At a time like this, Meligot thought in exasperation. “He’s fine. He’s asleep right now. I had to drug his tea to keep him from panicking.”
She wished suddenly that she hadn’t said this last. The two men were giving her identical looks, both of which made her feel suddenly rather small.
“You...drugged his tea,” said Juilliard, slowly. “Well, well, Meligot. This is new even for you.” He exchanged an all-too-readable look with Alden.
“He imploded the pool table,” Meligot said, and was horrified to hear her voice cracking with tension. “And the air hockey table. I’m glad he didn’t implode himself. Now be quiet and get yourselves fixed up. You can’t come all the way here and die at my feet because I’ve drugged his damn tea.”
“Oh, I was certainly not planning to die,” Juilliard said. He had not blinked yet. “Nor to be at your feet, dear Meligot. Please, darling, elucidation is entirely in order.”
“As to why I drugged Finn? No it isn’t. Getting the two of you to stop looking half-dead is what’s in order.” Meligot pushed her sleeve back and pressed a button on her watch. “We’ll have medical people here shortly, and no arguments from either of you.”
“Want to-” Alden started, before his voice broke and he went paler.
“Exactly,” Meligot said briskly. “Juilliard, you’ll be out of there sooner, I can see. When you are, please come back here and brief me. You two look as though you’ve... had an exciting time of things.”
Juilliard straightened fully, with ruffled pride. It was an odd look on him, and rather frightening. “I am entirely well. I could not possibly be better.
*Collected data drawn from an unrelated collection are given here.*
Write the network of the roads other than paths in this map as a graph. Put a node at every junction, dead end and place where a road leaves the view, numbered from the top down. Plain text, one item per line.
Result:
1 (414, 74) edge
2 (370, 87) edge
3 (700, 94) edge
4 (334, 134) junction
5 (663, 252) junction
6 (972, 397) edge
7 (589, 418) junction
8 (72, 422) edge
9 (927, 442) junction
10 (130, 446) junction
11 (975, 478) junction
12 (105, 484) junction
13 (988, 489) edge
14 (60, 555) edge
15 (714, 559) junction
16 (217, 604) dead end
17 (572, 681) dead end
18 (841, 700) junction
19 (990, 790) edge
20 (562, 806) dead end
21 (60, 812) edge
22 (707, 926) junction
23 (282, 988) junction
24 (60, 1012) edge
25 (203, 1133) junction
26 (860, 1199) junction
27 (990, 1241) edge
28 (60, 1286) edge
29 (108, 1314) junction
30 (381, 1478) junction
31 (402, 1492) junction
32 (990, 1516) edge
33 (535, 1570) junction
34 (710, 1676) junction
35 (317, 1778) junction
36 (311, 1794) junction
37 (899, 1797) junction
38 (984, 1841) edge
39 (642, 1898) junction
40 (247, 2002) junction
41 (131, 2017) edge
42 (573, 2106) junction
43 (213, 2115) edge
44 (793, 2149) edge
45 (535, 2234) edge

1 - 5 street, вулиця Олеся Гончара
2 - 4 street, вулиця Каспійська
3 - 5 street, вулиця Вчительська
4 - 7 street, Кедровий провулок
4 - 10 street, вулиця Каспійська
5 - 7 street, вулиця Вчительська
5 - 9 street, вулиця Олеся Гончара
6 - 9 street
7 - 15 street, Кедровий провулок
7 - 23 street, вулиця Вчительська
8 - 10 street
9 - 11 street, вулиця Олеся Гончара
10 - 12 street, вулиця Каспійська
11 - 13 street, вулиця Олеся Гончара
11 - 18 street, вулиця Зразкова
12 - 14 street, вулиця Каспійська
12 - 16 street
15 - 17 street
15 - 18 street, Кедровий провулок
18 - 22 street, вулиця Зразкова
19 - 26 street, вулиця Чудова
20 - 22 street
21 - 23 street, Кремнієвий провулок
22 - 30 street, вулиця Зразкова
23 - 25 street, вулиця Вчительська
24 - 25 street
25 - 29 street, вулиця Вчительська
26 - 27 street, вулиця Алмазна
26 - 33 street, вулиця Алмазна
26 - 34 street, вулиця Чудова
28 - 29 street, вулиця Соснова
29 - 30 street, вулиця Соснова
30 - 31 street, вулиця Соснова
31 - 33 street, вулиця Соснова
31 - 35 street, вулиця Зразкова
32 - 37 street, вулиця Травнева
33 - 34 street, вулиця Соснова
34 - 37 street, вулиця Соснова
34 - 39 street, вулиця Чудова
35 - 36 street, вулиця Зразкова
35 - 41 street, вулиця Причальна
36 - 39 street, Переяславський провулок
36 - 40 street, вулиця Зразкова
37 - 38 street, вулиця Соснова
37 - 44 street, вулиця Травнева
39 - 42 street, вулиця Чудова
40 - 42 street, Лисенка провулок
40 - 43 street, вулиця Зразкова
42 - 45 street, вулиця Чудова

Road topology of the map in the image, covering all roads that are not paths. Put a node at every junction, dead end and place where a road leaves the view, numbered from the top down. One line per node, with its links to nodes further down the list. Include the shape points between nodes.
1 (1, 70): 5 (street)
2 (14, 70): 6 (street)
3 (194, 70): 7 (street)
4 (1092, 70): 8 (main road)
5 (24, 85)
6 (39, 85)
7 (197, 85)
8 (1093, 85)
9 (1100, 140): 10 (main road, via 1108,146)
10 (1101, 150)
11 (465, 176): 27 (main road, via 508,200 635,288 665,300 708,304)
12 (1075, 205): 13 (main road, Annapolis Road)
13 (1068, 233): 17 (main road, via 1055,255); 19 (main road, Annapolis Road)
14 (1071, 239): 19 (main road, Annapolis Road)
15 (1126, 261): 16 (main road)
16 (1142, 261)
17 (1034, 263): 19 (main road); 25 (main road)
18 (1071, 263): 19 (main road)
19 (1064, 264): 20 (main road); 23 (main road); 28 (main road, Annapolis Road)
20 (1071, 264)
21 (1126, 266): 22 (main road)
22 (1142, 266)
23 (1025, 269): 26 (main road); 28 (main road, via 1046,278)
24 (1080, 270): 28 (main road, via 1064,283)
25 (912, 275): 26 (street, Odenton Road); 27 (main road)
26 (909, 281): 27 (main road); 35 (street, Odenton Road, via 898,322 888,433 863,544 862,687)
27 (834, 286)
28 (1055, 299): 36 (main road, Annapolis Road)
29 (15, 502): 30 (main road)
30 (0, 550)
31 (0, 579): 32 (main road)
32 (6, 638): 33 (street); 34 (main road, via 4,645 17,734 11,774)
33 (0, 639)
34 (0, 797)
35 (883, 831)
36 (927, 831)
If you do not take me to him, and Alden to the medical wing, there will be pain.”
Meligot raised her eyebrows. “Take you to whom, my dear?” A pause. “Please note my great self-restraint in attempting to not point out that you are in absolutely no position to cause anyone pain of the physical variety.”
Those damn medical personnel had better get here soon. Alden looked awful. And she... didn’t want to deal with Juilliard right now.
“Mêlée,” he said, insistently. “If Alden cannot go, let me go to him. You cannot allow him another moment of panic. Even in dreams.”
“You need to get cleaned up,” Meligot retorted firmly. “And it’s dreamless sleep, Juilliard. He’s perfectly all right just now, and your going to him won’t help anyone.”
The door opened, and a member of the medical staff peered politely around the door. Meligot nodded to him, so he came in, followed by another. Between them they lifted Alden, still horribly pale, into one of the wheelchairs they’d brought.
“Juilliard,” Meligot murmured, while they were doing this and Alden couldn’t have heard, “you’ll be out as quick as they’ve made sure you aren’t going to collapse. And Alden obviously needs some attention. Come back here then, if you must, and I won’t brief you. You can see Finn.”
“-Why on earth do I ever trust you?” he said, and raised an eyebrow with a smile. The gesture was familiar, and reassuring. “All right, then, I’ll submit myself to your mad plans, Mêlée.” He walked to Alden’s side, leaned down, said something inaudible. Straightened and bowed to an orderly. Walked unsteadily out of the room.
“Thank you,” Meligot whispered, though to whom this nicety was addressed, she wasn’t sure. The medics gave her sympathetic smiles and exited too, closing the door behind them.
Meligot sighed, and pulled her hat down tight over her eyes, and went to see if Vonnegh needed assistance with anything.